Author: Nicola Jones-Ford
Posted: 28 Sep 2023
Estimated time to read: 4 mins
Expert educator Nicola Jones-Ford discusses the end of the school honeymoon period and how to navigate it.
After the honeymoon period, what next?
You’re a month into the school year, the class in front of you has significantly changed from the one you had at the beginning and turned into the class that you were warned about when you started training as a teacher.
Nothing new here, it happens every year to all classes. You have the honeymoon period first, where the students are mostly keen to get back to school and feeling like bigger fish as they move up a year. The behaviour is nearly perfect and you are thinking to yourself 'this teaching stuff is easy!'. Students are generally well rested from the summer holidays and are ready for what is in store at school.
Two to three weeks in is when it all starts to change. The energy levels of the students are waning, nothing is new anymore and they have begun the drudgery of the next thirty five weeks until they start a new school year again. The students have worked out the structures and routines, seen how the classroom boundaries work and are now trying out the rules to see if they apply, or more importantly what happens when they step outside them. You suddenly feel like you have ‘that class’ overnight.
So, what do you do?
- Take some time to reflect. Recognise that the end of the honeymoon period is happening, you haven’t become a rubbish teacher overnight and that this happens every year to all teachers.
- Lead with consistency. Your students will be looking for ways to get around the rules and structures, some subtle but others very in your face. Consistency is the key to making students understand that the rules are still the same as the day the year started. Senior leadership generally talk a lot at the beginning of the year about behaviour management consistency, but the most crucial time for this is actually once the honeymoon period is over. Yes the start of the school year is tiring for everyone (especially if you're in the first five years of your career) but being consistent with structures, routines and rules at the point of honeymoon period ending will set you up well for the next 35 weeks. If standards drop and students see there is room for flexibility they will keep testing you until the year is out.
- Ask for help if you are struggling. Teachers are awful for saying ‘well they don’t do that with me….’. Honestly, they probably do (but they don’t want to admit it or they haven’t seen it happening)! Try and get past that attitude in a professional dialogue and ask for help when you need it. Teachers are caring professionals and usually want to help you!
- Follow through. This goes hand in hand with consistency and keeping the rules and structures predictable. Students want to feel safe in school and mostly want the adults around them to create that feeling of safety for them. There are exceptions, but not as many as you think. Following through on behaviour consequences is a big part of this, if you say you are going to call home, make sure you do it. Your students will feel safer when they know what to expect.

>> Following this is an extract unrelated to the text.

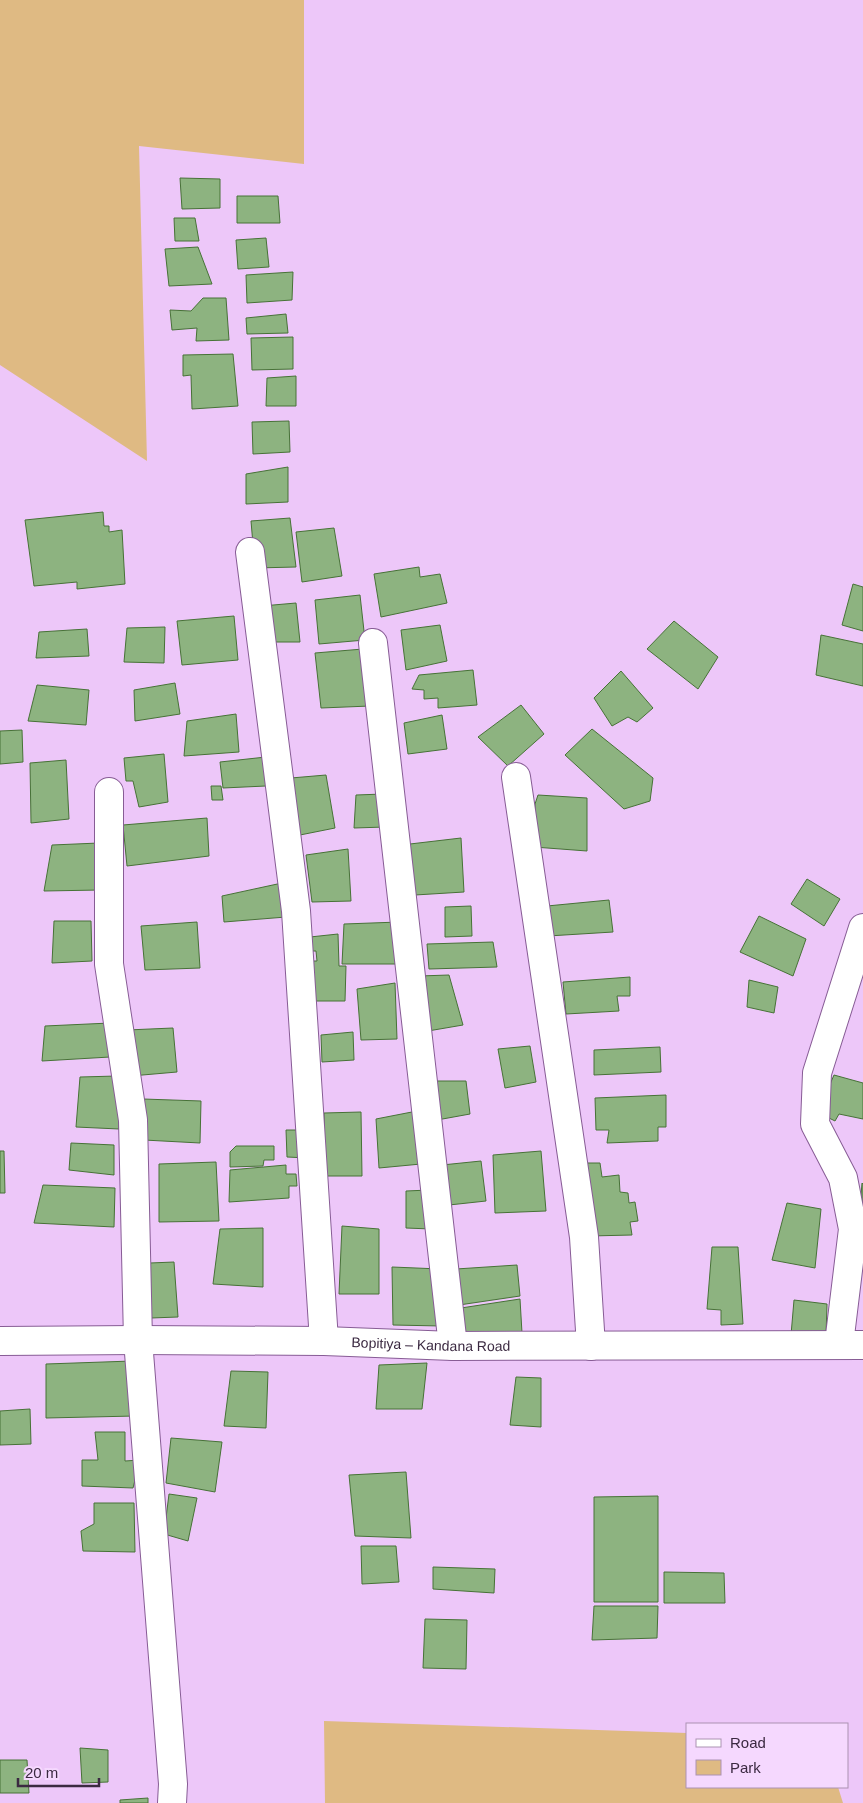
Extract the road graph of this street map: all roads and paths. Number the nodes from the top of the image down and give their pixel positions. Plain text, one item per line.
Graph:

- Give yourself a break! Teachers are human beings too and are fallible. Things are going to go wrong, mistakes will happen, rules might slip occasionally. The perfect teacher does not exist and you need to give yourself a break because always striving for perfection will negatively impact your wellbeing. Teaching is a career that means learning about and dealing with new people all the time, we are not clones and teaching would be very boring if we were!
For some students, you showing up every day with the same expectations is the only consistency they have in their life. You providing that safety and stability, even though they might reject it sometimes, is always going to be important. So, instead of sitting evaluating your career choices when your class have turned into ‘that class’, recognise the end of the honeymoon period and do what you can to make it easier for yourself.